[PROBLEM DESCRIPTION] Every line below that mentions the word "Curve" should be copied out.

RECORDS FOR PROCESSING section start

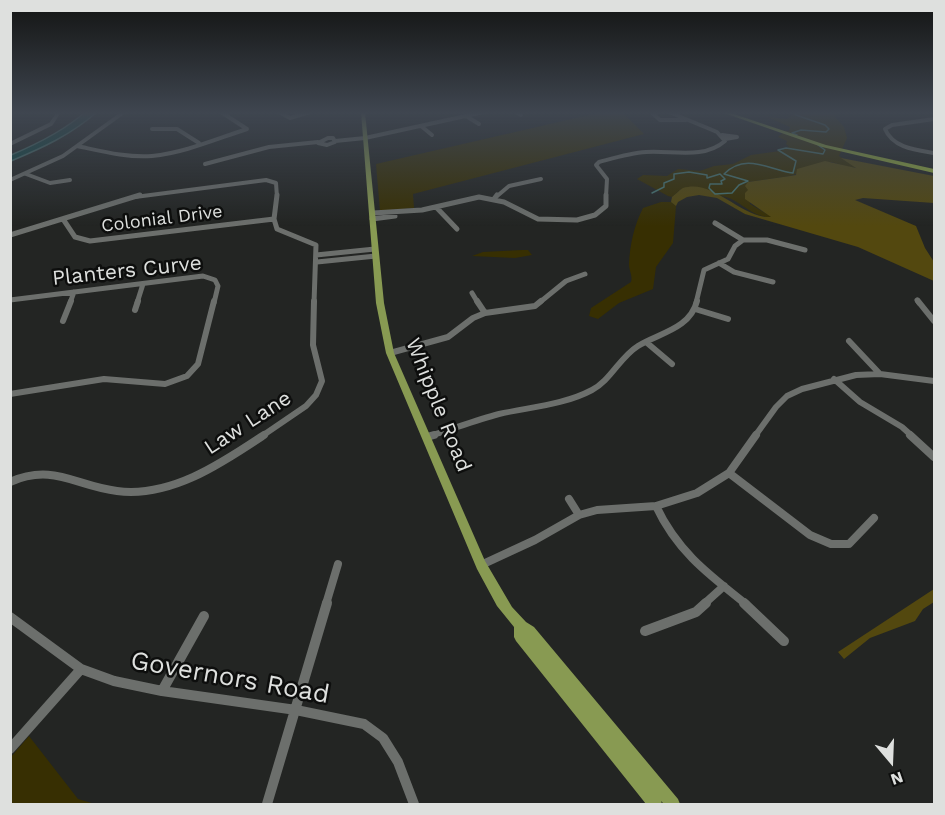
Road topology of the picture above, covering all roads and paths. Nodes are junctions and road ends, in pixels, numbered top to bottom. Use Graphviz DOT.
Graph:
graph roads {
  1 [pos="70,150"];
  2 [pos="103,150"];
  3 [pos="176,150"];
  4 [pos="258,150"];
  5 [pos="366,150"];
  6 [pos="706,150"];
  7 [pos="853,150"];
  8 [pos="856,151"];
  9 [pos="205,164"];
  10 [pos="934,165"];
  11 [pos="934,171"];
  12 [pos="26,174"];
  13 [pos="541,179"];
  14 [pos="10,180"];
  15 [pos="70,180"];
  16 [pos="494,199"];
  17 [pos="436,207"];
  18 [pos="373,216"];
  19 [pos="63,219"];
  20 [pos="274,219"];
  21 [pos="716,223"];
  22 [pos="457,229"];
  23 [pos="10,235"];
  24 [pos="743,240"];
  25 [pos="805,250"];
  26 [pos="375,253"];
  27 [pos="317,258"];
  28 [pos="719,263"];
  29 [pos="585,274"];
  30 [pos="773,282"];
  31 [pos="143,284"];
  32 [pos="74,292"];
  33 [pos="472,292"];
  34 [pos="10,300"];
  35 [pos="917,300"];
  36 [pos="695,309"];
  37 [pos="135,310"];
  38 [pos="485,313"];
  39 [pos="728,318"];
  40 [pos="63,321"];
  41 [pos="934,321"];
  42 [pos="849,341"];
  43 [pos="646,342"];
  44 [pos="390,353"];
  45 [pos="672,364"];
  46 [pos="880,374"];
  47 [pos="834,380"];
  48 [pos="934,381"];
  49 [pos="10,394"];
  50 [pos="427,436"];
  51 [pos="934,457"];
  52 [pos="729,473"];
  53 [pos="10,482"];
  54 [pos="569,499"];
  55 [pos="656,506"];
  56 [pos="579,515"];
  57 [pos="874,518"];
  58 [pos="338,564"];
  59 [pos="481,565"];
  60 [pos="724,586"];
  61 [pos="204,616"];
  62 [pos="10,617"];
  63 [pos="520,627"];
  64 [pos="645,631"];
  65 [pos="784,642"];
  66 [pos="81,669"];
  67 [pos="162,691"];
  68 [pos="296,710"];
  69 [pos="10,749"];
  70 [pos="267,804"];
  71 [pos="414,804"];
  72 [pos="655,804"];
  73 [pos="673,804"];
  1 -- 12 [label="street"];
  2 -- 3 [label="street"];
  4 -- 9 [label="street"];
  5 -- 18 [label="main road, Whipple Road"];
  6 -- 16 [label="street"];
  7 -- 8 [label="highway"];
  8 -- 10 [label="highway"];
  8 -- 11 [label="highway"];
  12 -- 14 [label="street"];
  12 -- 15 [label="street"];
  13 -- 16 [label="street"];
  16 -- 17 [label="street"];
  17 -- 18 [label="street"];
  17 -- 22 [label="street"];
  18 -- 26 [label="main road, Whipple Road"];
  19 -- 20 [label="street, Colonial Drive"];
  19 -- 20 [label="street"];
  19 -- 23 [label="street"];
  20 -- 27 [label="street"];
  21 -- 24 [label="street"];
  24 -- 25 [label="street"];
  24 -- 28 [label="street"];
  26 -- 27 [label="street"];
  26 -- 44 [label="main road, Whipple Road"];
  27 -- 53 [label="street, Law Lane"];
  28 -- 30 [label="street"];
  28 -- 36 [label="street"];
  29 -- 38 [label="street"];
  31 -- 32 [label="street, Planters Curve"];
  31 -- 37 [label="street"];
  31 -- 49 [label="street, Planters Curve"];
  32 -- 34 [label="street, Planters Curve"];
  32 -- 40 [label="street"];
  33 -- 38 [label="street"];
  35 -- 41 [label="street"];
  36 -- 39 [label="street"];
  36 -- 43 [label="street"];
  38 -- 44 [label="street"];
  42 -- 46 [label="street"];
  43 -- 45 [label="street"];
  43 -- 50 [label="street"];
  44 -- 50 [label="main road, Whipple Road"];
  46 -- 47 [label="street"];
  46 -- 48 [label="street"];
  47 -- 51 [label="street"];
  47 -- 52 [label="street"];
  50 -- 59 [label="main road, Whipple Road"];
  52 -- 55 [label="street"];
  52 -- 57 [label="street"];
  54 -- 56 [label="street"];
  55 -- 56 [label="street"];
  55 -- 60 [label="street"];
  56 -- 59 [label="street"];
  58 -- 68 [label="street"];
  59 -- 63 [label="main road, Whipple Road"];
  60 -- 64 [label="street"];
  60 -- 65 [label="street"];
  61 -- 67 [label="street"];
  62 -- 66 [label="street, Governors Road"];
  63 -- 72 [label="main road, Whipple Road"];
  63 -- 73 [label="main road, Whipple Road"];
  66 -- 67 [label="street, Governors Road"];
  66 -- 69 [label="street"];
  67 -- 68 [label="street, Governors Road"];
  68 -- 70 [label="street"];
  68 -- 71 [label="street, Governors Road"];
}
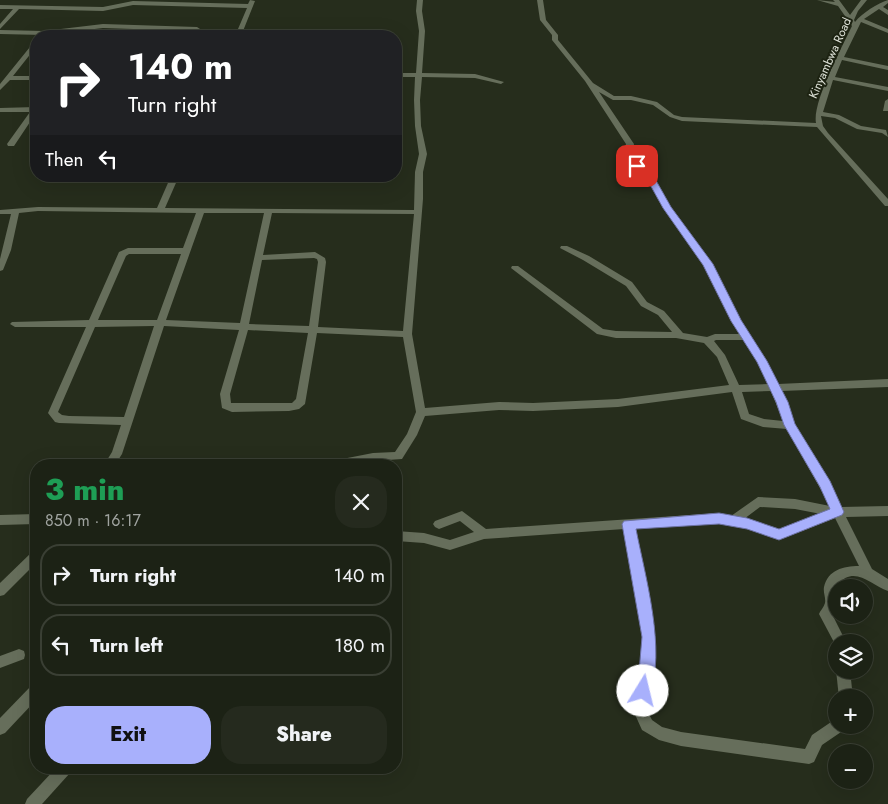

RECORDS FOR PROCESSING section end

[FINISHED TASK]
  31 -- 32 [label="street, Planters Curve"];
  31 -- 49 [label="street, Planters Curve"];
  32 -- 34 [label="street, Planters Curve"];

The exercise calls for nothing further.